(動画 上山亮ニ 動画音楽 Mitsu the BEATS / 写真 八木伸司 / 文 倉石綾子)

アグレッシブでダイナミック、切れ味鋭い滑りで、日本人はもとより本場・ヨーロッパのスキー愛好家をも虜にしたアルペン・スキーヤー、佐々木明。現在は活躍するフィールドをバックカントリーに移し、プロスキーヤーとしてさらなる高みを目指している。コンマ1秒を競うアルペンの舞台から、より自由に、より究極を求める山岳の世界へ。大きな挑戦を支えるのは、アルペンの第一線で活躍していたころと変わらぬ濃密なトレーニングだ。

「トレーニングは有酸素運動とジムワークをほぼ毎日。上半身と下半身、細かな筋肉の動きを意識してみっちり。使っている筋肉の細胞の一つ一つを感じるくらい、集中して取り組みます。アルペン時代と比べると、いまのほうが根性をつけるような追い込むトレーニングをしているかな」

正しい姿勢感覚を保持するため、ウォーミングアップとして行うプッシュアップやクランチ。日常生活で意識しづらいインナーマッスルを鍛えるバランスボールトレーニング、体幹にフォーカスするケトルベル。手首のつき方、指の開き、過重の仕方、姿勢。1ミリ、1度変わるだけで効果は変わる。一つ一つの動きがどこにどう作用するか、あらゆる部位に神経を張り巡らす。

ビッグマウンテンスキーヤーとして2シーズン目を迎えた。かつては「世界一になる」身体を作っていたトレーニング、現在の主目的は「死なない」身体作りだという。

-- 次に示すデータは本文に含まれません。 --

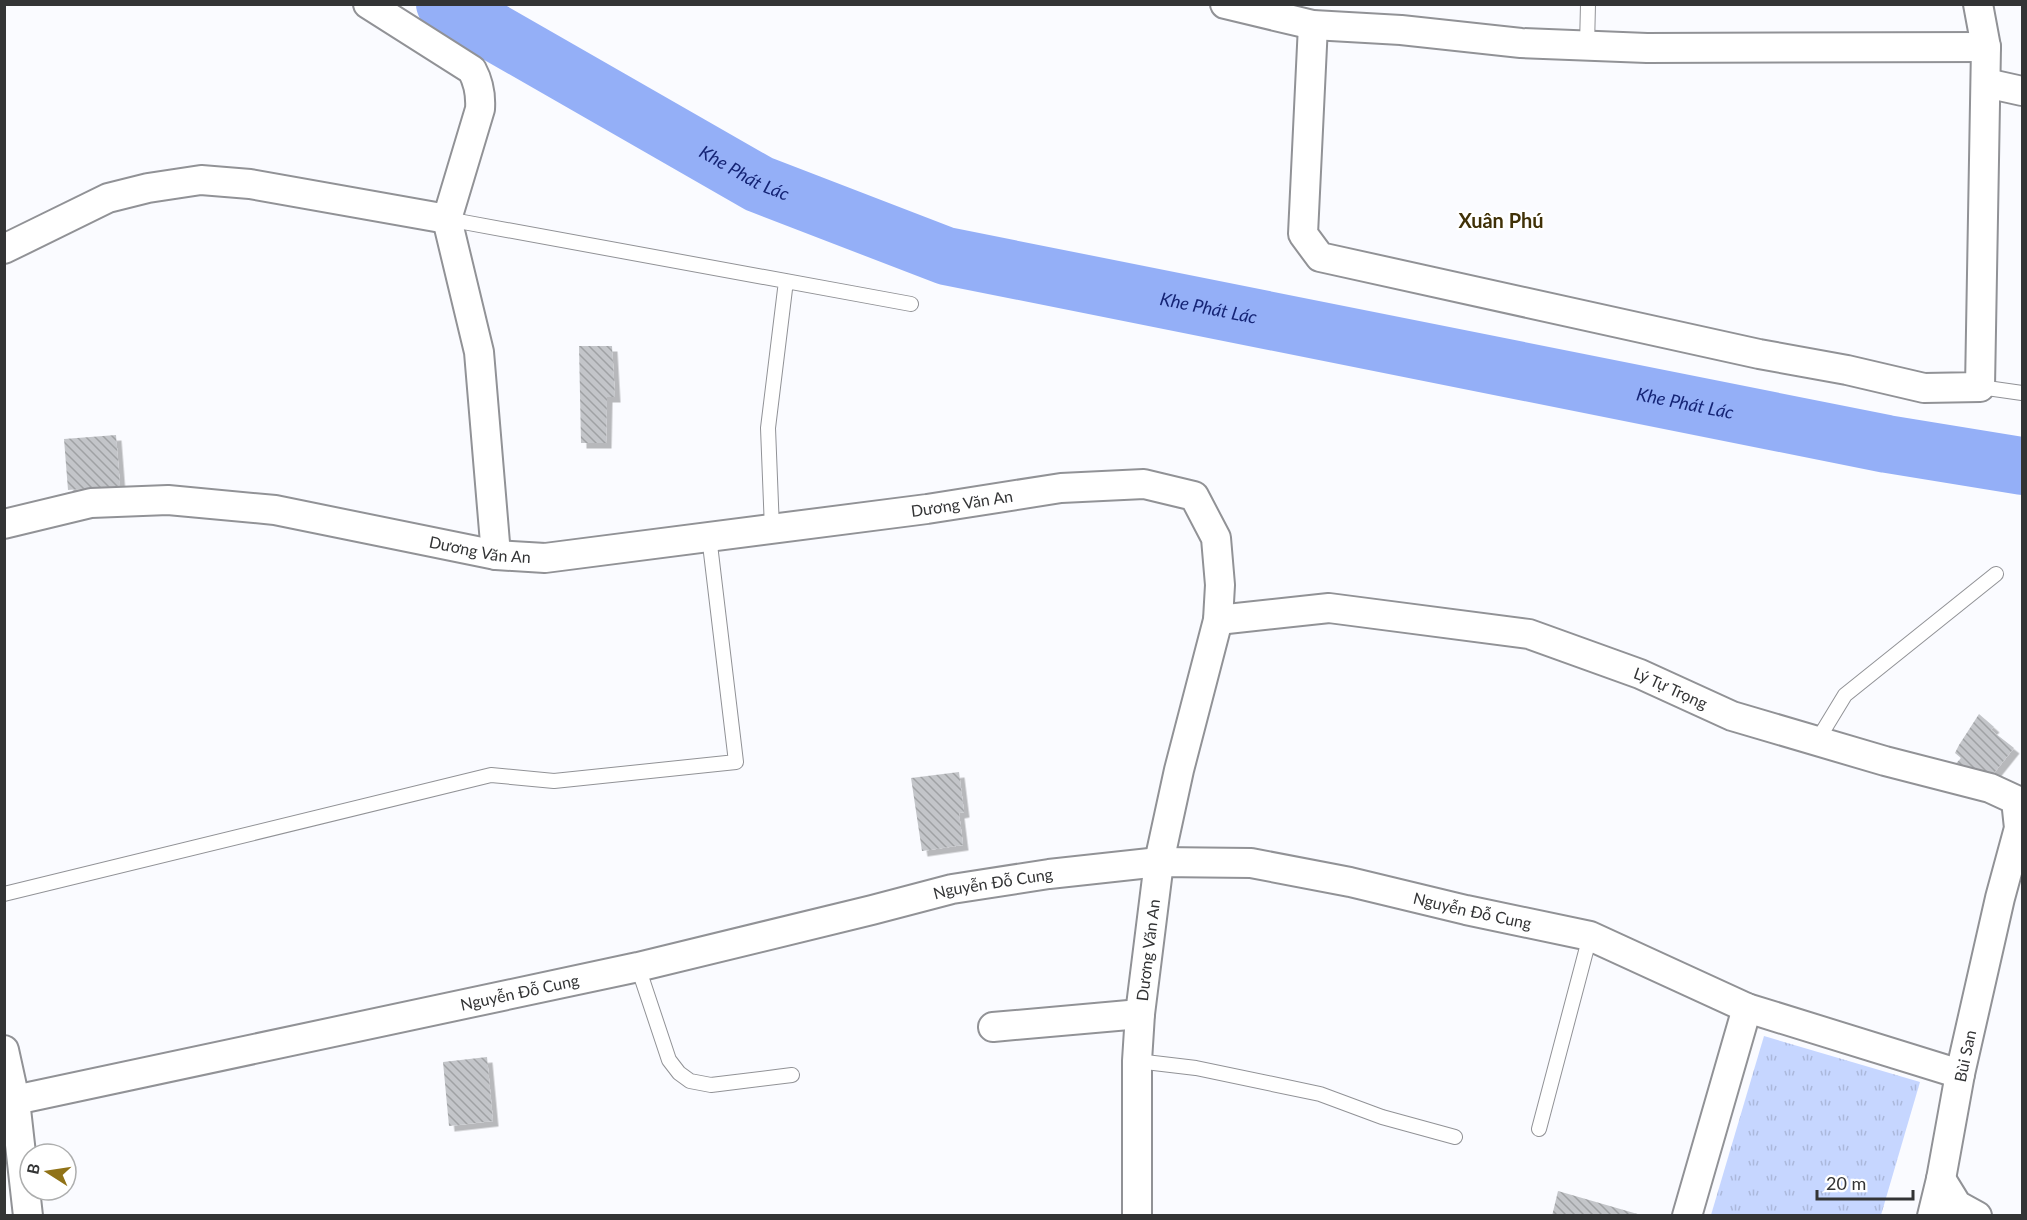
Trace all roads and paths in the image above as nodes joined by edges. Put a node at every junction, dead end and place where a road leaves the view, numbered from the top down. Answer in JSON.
{"nodes":[{"id":1,"x":368,"y":4,"type":"edge"},
{"id":2,"x":1225,"y":4,"type":"edge"},
{"id":3,"x":1588,"y":4,"type":"edge"},
{"id":4,"x":1978,"y":4,"type":"edge"},
{"id":5,"x":1313,"y":25,"type":"junction"},
{"id":6,"x":1587,"y":46,"type":"junction"},
{"id":7,"x":1986,"y":47,"type":"junction"},
{"id":8,"x":1986,"y":83,"type":"junction"},
{"id":9,"x":2022,"y":91,"type":"edge"},
{"id":10,"x":447,"y":219,"type":"junction"},
{"id":11,"x":4,"y":249,"type":"edge"},
{"id":12,"x":786,"y":281,"type":"junction"},
{"id":13,"x":910,"y":304,"type":"dead end"},
{"id":14,"x":1980,"y":387,"type":"junction"},
{"id":15,"x":2022,"y":393,"type":"edge"},
{"id":16,"x":4,"y":524,"type":"edge"},
{"id":17,"x":772,"y":529,"type":"junction"},
{"id":18,"x":709,"y":536,"type":"junction"},
{"id":19,"x":496,"y":555,"type":"junction"},
{"id":20,"x":1996,"y":574,"type":"dead end"},
{"id":21,"x":1218,"y":620,"type":"junction"},
{"id":22,"x":1817,"y":741,"type":"junction"},
{"id":23,"x":2019,"y":796,"type":"edge"},
{"id":24,"x":1159,"y":862,"type":"junction"},
{"id":25,"x":4,"y":894,"type":"edge"},
{"id":26,"x":2011,"y":900,"type":"edge"},
{"id":27,"x":1590,"y":936,"type":"junction"},
{"id":28,"x":638,"y":967,"type":"junction"},
{"id":29,"x":1747,"y":1008,"type":"junction"},
{"id":30,"x":1140,"y":1014,"type":"junction"},
{"id":31,"x":993,"y":1027,"type":"dead end"},
{"id":32,"x":4,"y":1050,"type":"edge"},
{"id":33,"x":1137,"y":1061,"type":"junction"},
{"id":34,"x":1960,"y":1074,"type":"junction"},
{"id":35,"x":792,"y":1075,"type":"dead end"},
{"id":36,"x":15,"y":1100,"type":"junction"},
{"id":37,"x":1539,"y":1129,"type":"dead end"},
{"id":38,"x":1455,"y":1137,"type":"dead end"},
{"id":39,"x":1941,"y":1179,"type":"junction"},
{"id":40,"x":28,"y":1215,"type":"edge"},
{"id":41,"x":1137,"y":1215,"type":"edge"},
{"id":42,"x":1687,"y":1215,"type":"edge"},
{"id":43,"x":1932,"y":1215,"type":"edge"},
{"id":44,"x":1977,"y":1215,"type":"edge"}],
"edges":[{"from":1,"to":10,"type":"street"},
{"from":2,"to":5,"type":"street"},
{"from":3,"to":6,"type":"lane"},
{"from":4,"to":7,"type":"street"},
{"from":5,"to":6,"type":"street"},
{"from":5,"to":14,"type":"street"},
{"from":6,"to":7,"type":"street"},
{"from":7,"to":8,"type":"street"},
{"from":8,"to":9,"type":"street"},
{"from":8,"to":14,"type":"street"},
{"from":10,"to":11,"type":"street"},
{"from":10,"to":12,"type":"lane"},
{"from":10,"to":19,"type":"street"},
{"from":12,"to":13,"type":"lane"},
{"from":12,"to":17,"type":"lane"},
{"from":14,"to":15,"type":"lane"},
{"from":16,"to":19,"type":"street","name":"Dương Văn An"},
{"from":17,"to":18,"type":"street","name":"Dương Văn An"},
{"from":17,"to":21,"type":"street","name":"Dương Văn An"},
{"from":18,"to":19,"type":"street","name":"Dương Văn An"},
{"from":18,"to":25,"type":"lane"},
{"from":20,"to":22,"type":"lane"},
{"from":21,"to":22,"type":"street","name":"Lý Tự Trọng"},
{"from":21,"to":24,"type":"street","name":"Dương Văn An"},
{"from":22,"to":23,"type":"street","name":"Lý Tự Trọng"},
{"from":23,"to":26,"type":"street","name":"Lý Tự Trọng"},
{"from":24,"to":27,"type":"street","name":"Nguyễn Đỗ Cung"},
{"from":24,"to":28,"type":"street","name":"Nguyễn Đỗ Cung"},
{"from":24,"to":30,"type":"street","name":"Dương Văn An"},
{"from":26,"to":34,"type":"street","name":"Bùi San"},
{"from":27,"to":29,"type":"street","name":"Nguyễn Đỗ Cung"},
{"from":27,"to":37,"type":"lane"},
{"from":28,"to":35,"type":"lane"},
{"from":28,"to":36,"type":"street","name":"Nguyễn Đỗ Cung"},
{"from":29,"to":34,"type":"street","name":"Nguyễn Đỗ Cung"},
{"from":29,"to":42,"type":"street"},
{"from":30,"to":31,"type":"street"},
{"from":30,"to":33,"type":"street","name":"Dương Văn An"},
{"from":32,"to":36,"type":"street"},
{"from":33,"to":38,"type":"lane"},
{"from":33,"to":41,"type":"street","name":"Dương Văn An"},
{"from":34,"to":39,"type":"street","name":"Bùi San"},
{"from":36,"to":40,"type":"street"},
{"from":39,"to":43,"type":"street","name":"Bùi San"},
{"from":39,"to":44,"type":"street"}]}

「スキーを担いで山に登り、自分のラインを決めて崖を滑り降りる。山で求められるのは、強い身体。登りに強く、登った後に最高のパフォーマンスを発揮できるような。そして山のあらゆる状況に臨機応変に対応できるような。つまりは、いかなる山でも死なない身体ということです」

急峻な山のピークに立った時、自信を持ってドロップインできるかどうかは自らが積んできたトレーニングで決まる。世界中の誰よりもハードなトレーニング、豊富な経験を積んできた。その満足感が自信をもたらす。自信は、雪上に刻まれるラインに表れる。

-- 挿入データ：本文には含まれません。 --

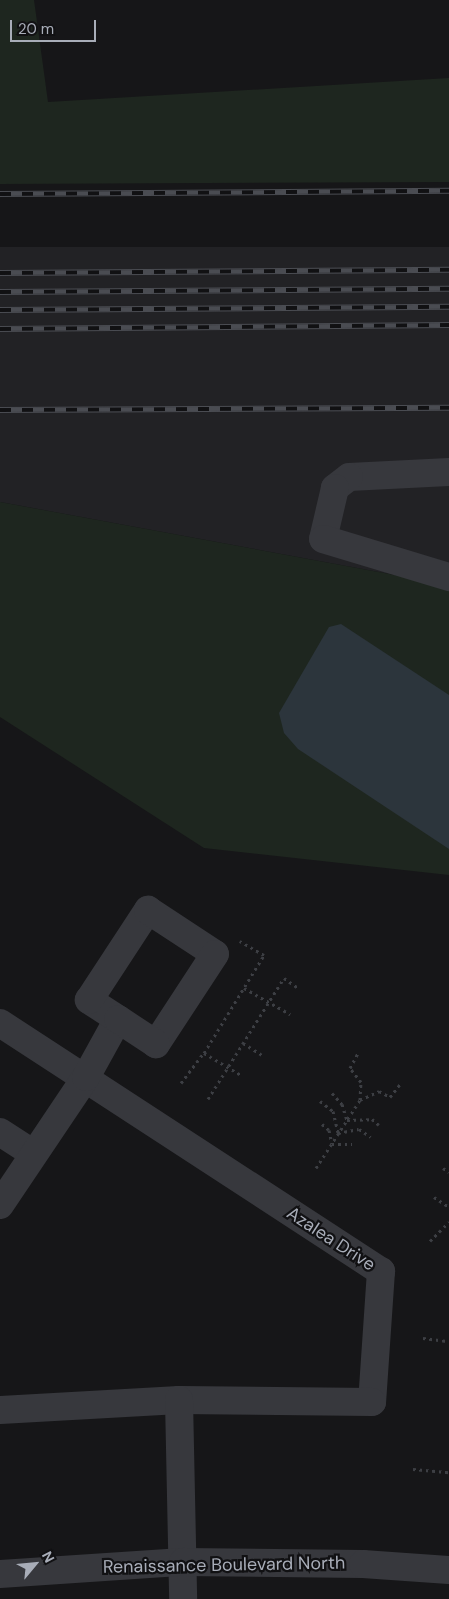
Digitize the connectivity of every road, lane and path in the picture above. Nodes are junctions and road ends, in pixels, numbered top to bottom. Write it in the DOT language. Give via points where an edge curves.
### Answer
graph roads {
  1 [pos="449,472"];
  2 [pos="449,577"];
  3 [pos="236,944"];
  4 [pos="297,987"];
  5 [pos="244,988"];
  6 [pos="268,1003"];
  7 [pos="290,1014"];
  8 [pos="118,1019"];
  9 [pos="0,1024"];
  10 [pos="243,1043"];
  11 [pos="204,1053"];
  12 [pos="358,1054"];
  13 [pos="262,1055"];
  14 [pos="228,1068"];
  15 [pos="241,1075"];
  16 [pos="86,1077"];
  17 [pos="181,1082"];
  18 [pos="401,1083"];
  19 [pos="332,1093"];
  20 [pos="208,1099"];
  21 [pos="360,1100"];
  22 [pos="320,1101"];
  23 [pos="347,1120"];
  24 [pos="322,1124"];
  25 [pos="379,1125"];
  26 [pos="0,1132"];
  27 [pos="338,1133"];
  28 [pos="371,1137"];
  29 [pos="332,1144"];
  30 [pos="352,1144"];
  31 [pos="34,1154"];
  32 [pos="316,1168"];
  33 [pos="443,1168"];
  34 [pos="449,1172"];
  35 [pos="434,1197"];
  36 [pos="0,1205"];
  37 [pos="449,1208"];
  38 [pos="449,1222"];
  39 [pos="430,1241"];
  40 [pos="423,1338"];
  41 [pos="449,1340"];
  42 [pos="179,1400"];
  43 [pos="0,1410"];
  44 [pos="413,1470"];
  45 [pos="449,1472"];
  46 [pos="183,1562"];
  47 [pos="449,1570"];
  48 [pos="0,1574"];
  49 [pos="183,1599"];
  1 -- 2 [label="street" via="349,477 335,488 323,539"];
  3 -- 5 [label="path" via="238,940 264,955"];
  4 -- 6 [label="path" via="284,978"];
  5 -- 6 [label="path"];
  5 -- 11 [label="path"];
  6 -- 7 [label="path"];
  6 -- 10 [label="path"];
  8 -- 8 [label="street" via="89,1000 148,910 215,954 156,1044"];
  8 -- 16 [label="street"];
  9 -- 16 [label="street, Azalea Drive"];
  10 -- 13 [label="path"];
  10 -- 14 [label="path"];
  11 -- 14 [label="path"];
  11 -- 17 [label="path"];
  12 -- 21 [label="path" via="350,1068 361,1082"];
  14 -- 15 [label="path"];
  14 -- 20 [label="path"];
  16 -- 31 [label="street"];
  16 -- 42 [label="street, Azalea Drive" via="381,1270 372,1402"];
  18 -- 21 [label="path" via="390,1097 379,1090"];
  19 -- 23 [label="path" via="342,1104"];
  21 -- 23 [label="path"];
  22 -- 27 [label="path" via="333,1111"];
  23 -- 25 [label="path" via="372,1119"];
  23 -- 27 [label="path"];
  24 -- 29 [label="path" via="328,1130"];
  26 -- 31 [label="street"];
  27 -- 28 [label="path" via="359,1130"];
  27 -- 29 [label="path"];
  29 -- 30 [label="path"];
  29 -- 32 [label="path"];
  31 -- 36 [label="street"];
  33 -- 34 [label="path"];
  35 -- 37 [label="path"];
  38 -- 39 [label="path"];
  40 -- 41 [label="path"];
  42 -- 43 [label="street, Azalea Drive"];
  42 -- 46 [label="street"];
  44 -- 45 [label="path"];
  46 -- 47 [label="street, Renaissance Boulevard North" via="363,1564"];
  46 -- 48 [label="street, Renaissance Boulevard North"];
  46 -- 49 [label="street"];
}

たった1分ほどの滑降に究極を求めるビッグマウンテンを経験して、人生に大きな目標が現れた。亡くなる直前までスキーを履き、山を滑り降り続けたプロスキーヤー、三浦敬三さん(1904-2006)である。

「敬三さんこそ、僕のレジェンド。彼のように生涯、スキーヤーであり続けたい。それが僕の考えるプロフェッショナリズムだから」

スキーヤーであり続けるために必要な、病気も怪我も弱気も寄せ付けない強靭な心と身体。それは、トレーニングでこそ育まれる。

佐々木明(ささき・あきら)
1981年9月26日 北海道北斗市生まれ(旧大野町)。身長182cm/体重86kg。3歳でスキーを始め、16歳でアルペンスキー日本代表に選出。19歳で世界選手権、その後ワールドカップでデビューと、世界を舞台に数々のフィールドで活躍の場を広げてきた。2014年のソチオリンピックでも4大会連続で日本代表に選出され日本を代表とするスキーヤーとして活動。その後競技からは引退し、様々な支援活動などを行ないつつ、自身の新たなフィールドであるビッグマウンテン(バックカントリー)スキーを主な活動の場として活躍している。